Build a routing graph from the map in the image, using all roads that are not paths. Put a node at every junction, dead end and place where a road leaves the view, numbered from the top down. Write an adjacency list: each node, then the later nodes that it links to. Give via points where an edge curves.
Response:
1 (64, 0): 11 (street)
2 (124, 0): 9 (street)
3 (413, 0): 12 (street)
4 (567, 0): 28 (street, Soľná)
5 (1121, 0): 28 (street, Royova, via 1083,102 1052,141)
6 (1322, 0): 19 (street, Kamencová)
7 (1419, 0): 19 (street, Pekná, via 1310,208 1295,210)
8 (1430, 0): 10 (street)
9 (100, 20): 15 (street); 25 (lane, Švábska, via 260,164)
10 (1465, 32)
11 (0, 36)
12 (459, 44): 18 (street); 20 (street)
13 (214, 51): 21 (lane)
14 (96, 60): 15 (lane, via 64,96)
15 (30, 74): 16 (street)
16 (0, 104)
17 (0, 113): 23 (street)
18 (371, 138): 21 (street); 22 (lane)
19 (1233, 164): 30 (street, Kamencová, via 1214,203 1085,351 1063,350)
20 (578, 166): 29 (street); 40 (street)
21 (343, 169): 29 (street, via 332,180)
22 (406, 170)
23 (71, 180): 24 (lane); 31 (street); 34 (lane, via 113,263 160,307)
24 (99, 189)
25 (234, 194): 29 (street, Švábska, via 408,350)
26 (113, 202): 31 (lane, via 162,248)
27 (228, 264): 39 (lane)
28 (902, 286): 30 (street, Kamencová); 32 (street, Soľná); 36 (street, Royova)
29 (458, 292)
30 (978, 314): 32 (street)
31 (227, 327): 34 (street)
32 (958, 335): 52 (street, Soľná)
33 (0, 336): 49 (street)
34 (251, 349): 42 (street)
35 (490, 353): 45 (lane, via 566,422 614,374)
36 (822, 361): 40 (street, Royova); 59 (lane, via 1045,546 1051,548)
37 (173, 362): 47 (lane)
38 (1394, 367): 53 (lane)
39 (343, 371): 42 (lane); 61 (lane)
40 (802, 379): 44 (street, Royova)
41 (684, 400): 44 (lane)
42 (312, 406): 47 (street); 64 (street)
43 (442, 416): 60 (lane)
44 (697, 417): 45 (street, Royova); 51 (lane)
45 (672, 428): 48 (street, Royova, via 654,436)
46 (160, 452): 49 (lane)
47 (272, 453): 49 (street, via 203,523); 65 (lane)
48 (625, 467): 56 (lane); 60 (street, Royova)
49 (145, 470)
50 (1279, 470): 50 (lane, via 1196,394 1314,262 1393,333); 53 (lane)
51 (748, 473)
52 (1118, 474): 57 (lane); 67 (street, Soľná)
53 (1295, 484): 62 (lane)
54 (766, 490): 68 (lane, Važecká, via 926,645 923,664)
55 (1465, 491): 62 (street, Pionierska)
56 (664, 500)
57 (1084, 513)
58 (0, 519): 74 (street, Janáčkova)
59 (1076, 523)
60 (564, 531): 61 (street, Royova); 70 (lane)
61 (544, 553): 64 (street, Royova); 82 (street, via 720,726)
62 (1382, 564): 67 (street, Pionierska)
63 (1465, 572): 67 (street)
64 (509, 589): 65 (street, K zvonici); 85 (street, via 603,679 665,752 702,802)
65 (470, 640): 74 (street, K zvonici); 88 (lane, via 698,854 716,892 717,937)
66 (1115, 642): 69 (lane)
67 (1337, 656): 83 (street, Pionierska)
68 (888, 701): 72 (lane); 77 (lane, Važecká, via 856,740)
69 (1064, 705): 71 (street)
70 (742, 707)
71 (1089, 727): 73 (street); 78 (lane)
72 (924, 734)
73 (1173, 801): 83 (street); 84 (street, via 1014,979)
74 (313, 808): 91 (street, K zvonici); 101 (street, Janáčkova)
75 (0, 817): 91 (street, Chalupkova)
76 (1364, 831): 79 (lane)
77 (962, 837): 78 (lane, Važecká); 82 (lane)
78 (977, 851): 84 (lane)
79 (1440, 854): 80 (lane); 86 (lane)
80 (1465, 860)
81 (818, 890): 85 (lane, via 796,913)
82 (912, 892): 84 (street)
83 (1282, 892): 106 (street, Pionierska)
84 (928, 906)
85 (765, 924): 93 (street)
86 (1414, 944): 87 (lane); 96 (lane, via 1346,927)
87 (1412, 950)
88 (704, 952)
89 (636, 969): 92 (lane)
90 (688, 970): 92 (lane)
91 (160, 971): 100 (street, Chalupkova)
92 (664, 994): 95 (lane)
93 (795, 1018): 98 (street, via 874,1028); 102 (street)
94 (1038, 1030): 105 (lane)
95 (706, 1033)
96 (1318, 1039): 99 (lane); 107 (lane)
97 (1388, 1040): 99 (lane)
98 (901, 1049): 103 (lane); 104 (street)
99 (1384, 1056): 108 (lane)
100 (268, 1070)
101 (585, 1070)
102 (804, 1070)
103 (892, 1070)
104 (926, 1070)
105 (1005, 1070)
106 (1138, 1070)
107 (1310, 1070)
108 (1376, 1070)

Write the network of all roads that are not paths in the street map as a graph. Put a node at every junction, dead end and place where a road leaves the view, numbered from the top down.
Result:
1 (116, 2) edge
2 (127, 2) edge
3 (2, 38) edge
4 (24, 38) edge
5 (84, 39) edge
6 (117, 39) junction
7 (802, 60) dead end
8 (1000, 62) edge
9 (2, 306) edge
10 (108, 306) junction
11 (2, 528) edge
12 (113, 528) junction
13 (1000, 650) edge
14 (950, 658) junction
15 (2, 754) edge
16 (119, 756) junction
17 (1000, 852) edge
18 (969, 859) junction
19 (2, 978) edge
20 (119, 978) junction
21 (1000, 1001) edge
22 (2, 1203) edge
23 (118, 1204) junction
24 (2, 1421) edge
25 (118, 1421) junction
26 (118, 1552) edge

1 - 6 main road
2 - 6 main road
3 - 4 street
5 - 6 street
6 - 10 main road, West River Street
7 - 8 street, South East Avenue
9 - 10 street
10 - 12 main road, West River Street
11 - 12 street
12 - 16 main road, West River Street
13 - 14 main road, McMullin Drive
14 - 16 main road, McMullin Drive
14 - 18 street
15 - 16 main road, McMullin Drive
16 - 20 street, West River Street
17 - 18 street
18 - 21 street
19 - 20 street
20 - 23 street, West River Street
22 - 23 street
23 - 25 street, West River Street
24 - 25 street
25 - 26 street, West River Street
..............................
### Task details
All of the entries above need to be reproduced exactly.

### Result below
Build a routing graph from the map in the image, using all roads that are not paths. Put a node at every junction, dead end and place where a road leaves the view, numbered from the top down. Write an adjacency list: each node, then the later nodes that it links to. Give via points where an edge curves.
Response:
1 (64, 0): 11 (street)
2 (124, 0): 9 (street)
3 (413, 0): 12 (street)
4 (567, 0): 28 (street, Soľná)
5 (1121, 0): 28 (street, Royova, via 1083,102 1052,141)
6 (1322, 0): 19 (street, Kamencová)
7 (1419, 0): 19 (street, Pekná, via 1310,208 1295,210)
8 (1430, 0): 10 (street)
9 (100, 20): 15 (street); 25 (lane, Švábska, via 260,164)
10 (1465, 32)
11 (0, 36)
12 (459, 44): 18 (street); 20 (street)
13 (214, 51): 21 (lane)
14 (96, 60): 15 (lane, via 64,96)
15 (30, 74): 16 (street)
16 (0, 104)
17 (0, 113): 23 (street)
18 (371, 138): 21 (street); 22 (lane)
19 (1233, 164): 30 (street, Kamencová, via 1214,203 1085,351 1063,350)
20 (578, 166): 29 (street); 40 (street)
21 (343, 169): 29 (street, via 332,180)
22 (406, 170)
23 (71, 180): 24 (lane); 31 (street); 34 (lane, via 113,263 160,307)
24 (99, 189)
25 (234, 194): 29 (street, Švábska, via 408,350)
26 (113, 202): 31 (lane, via 162,248)
27 (228, 264): 39 (lane)
28 (902, 286): 30 (street, Kamencová); 32 (street, Soľná); 36 (street, Royova)
29 (458, 292)
30 (978, 314): 32 (street)
31 (227, 327): 34 (street)
32 (958, 335): 52 (street, Soľná)
33 (0, 336): 49 (street)
34 (251, 349): 42 (street)
35 (490, 353): 45 (lane, via 566,422 614,374)
36 (822, 361): 40 (street, Royova); 59 (lane, via 1045,546 1051,548)
37 (173, 362): 47 (lane)
38 (1394, 367): 53 (lane)
39 (343, 371): 42 (lane); 61 (lane)
40 (802, 379): 44 (street, Royova)
41 (684, 400): 44 (lane)
42 (312, 406): 47 (street); 64 (street)
43 (442, 416): 60 (lane)
44 (697, 417): 45 (street, Royova); 51 (lane)
45 (672, 428): 48 (street, Royova, via 654,436)
46 (160, 452): 49 (lane)
47 (272, 453): 49 (street, via 203,523); 65 (lane)
48 (625, 467): 56 (lane); 60 (street, Royova)
49 (145, 470)
50 (1279, 470): 50 (lane, via 1196,394 1314,262 1393,333); 53 (lane)
51 (748, 473)
52 (1118, 474): 57 (lane); 67 (street, Soľná)
53 (1295, 484): 62 (lane)
54 (766, 490): 68 (lane, Važecká, via 926,645 923,664)
55 (1465, 491): 62 (street, Pionierska)
56 (664, 500)
57 (1084, 513)
58 (0, 519): 74 (street, Janáčkova)
59 (1076, 523)
60 (564, 531): 61 (street, Royova); 70 (lane)
61 (544, 553): 64 (street, Royova); 82 (street, via 720,726)
62 (1382, 564): 67 (street, Pionierska)
63 (1465, 572): 67 (street)
64 (509, 589): 65 (street, K zvonici); 85 (street, via 603,679 665,752 702,802)
65 (470, 640): 74 (street, K zvonici); 88 (lane, via 698,854 716,892 717,937)
66 (1115, 642): 69 (lane)
67 (1337, 656): 83 (street, Pionierska)
68 (888, 701): 72 (lane); 77 (lane, Važecká, via 856,740)
69 (1064, 705): 71 (street)
70 (742, 707)
71 (1089, 727): 73 (street); 78 (lane)
72 (924, 734)
73 (1173, 801): 83 (street); 84 (street, via 1014,979)
74 (313, 808): 91 (street, K zvonici); 101 (street, Janáčkova)
75 (0, 817): 91 (street, Chalupkova)
76 (1364, 831): 79 (lane)
77 (962, 837): 78 (lane, Važecká); 82 (lane)
78 (977, 851): 84 (lane)
79 (1440, 854): 80 (lane); 86 (lane)
80 (1465, 860)
81 (818, 890): 85 (lane, via 796,913)
82 (912, 892): 84 (street)
83 (1282, 892): 106 (street, Pionierska)
84 (928, 906)
85 (765, 924): 93 (street)
86 (1414, 944): 87 (lane); 96 (lane, via 1346,927)
87 (1412, 950)
88 (704, 952)
89 (636, 969): 92 (lane)
90 (688, 970): 92 (lane)
91 (160, 971): 100 (street, Chalupkova)
92 (664, 994): 95 (lane)
93 (795, 1018): 98 (street, via 874,1028); 102 (street)
94 (1038, 1030): 105 (lane)
95 (706, 1033)
96 (1318, 1039): 99 (lane); 107 (lane)
97 (1388, 1040): 99 (lane)
98 (901, 1049): 103 (lane); 104 (street)
99 (1384, 1056): 108 (lane)
100 (268, 1070)
101 (585, 1070)
102 (804, 1070)
103 (892, 1070)
104 (926, 1070)
105 (1005, 1070)
106 (1138, 1070)
107 (1310, 1070)
108 (1376, 1070)

Write the network of all roads that are not paths in the street map as a graph. Put a node at every junction, dead end and place where a road leaves the view, numbered from the top down.
Result:
1 (116, 2) edge
2 (127, 2) edge
3 (2, 38) edge
4 (24, 38) edge
5 (84, 39) edge
6 (117, 39) junction
7 (802, 60) dead end
8 (1000, 62) edge
9 (2, 306) edge
10 (108, 306) junction
11 (2, 528) edge
12 (113, 528) junction
13 (1000, 650) edge
14 (950, 658) junction
15 (2, 754) edge
16 (119, 756) junction
17 (1000, 852) edge
18 (969, 859) junction
19 (2, 978) edge
20 (119, 978) junction
21 (1000, 1001) edge
22 (2, 1203) edge
23 (118, 1204) junction
24 (2, 1421) edge
25 (118, 1421) junction
26 (118, 1552) edge

1 - 6 main road
2 - 6 main road
3 - 4 street
5 - 6 street
6 - 10 main road, West River Street
7 - 8 street, South East Avenue
9 - 10 street
10 - 12 main road, West River Street
11 - 12 street
12 - 16 main road, West River Street
13 - 14 main road, McMullin Drive
14 - 16 main road, McMullin Drive
14 - 18 street
15 - 16 main road, McMullin Drive
16 - 20 street, West River Street
17 - 18 street
18 - 21 street
19 - 20 street
20 - 23 street, West River Street
22 - 23 street
23 - 25 street, West River Street
24 - 25 street
25 - 26 street, West River Street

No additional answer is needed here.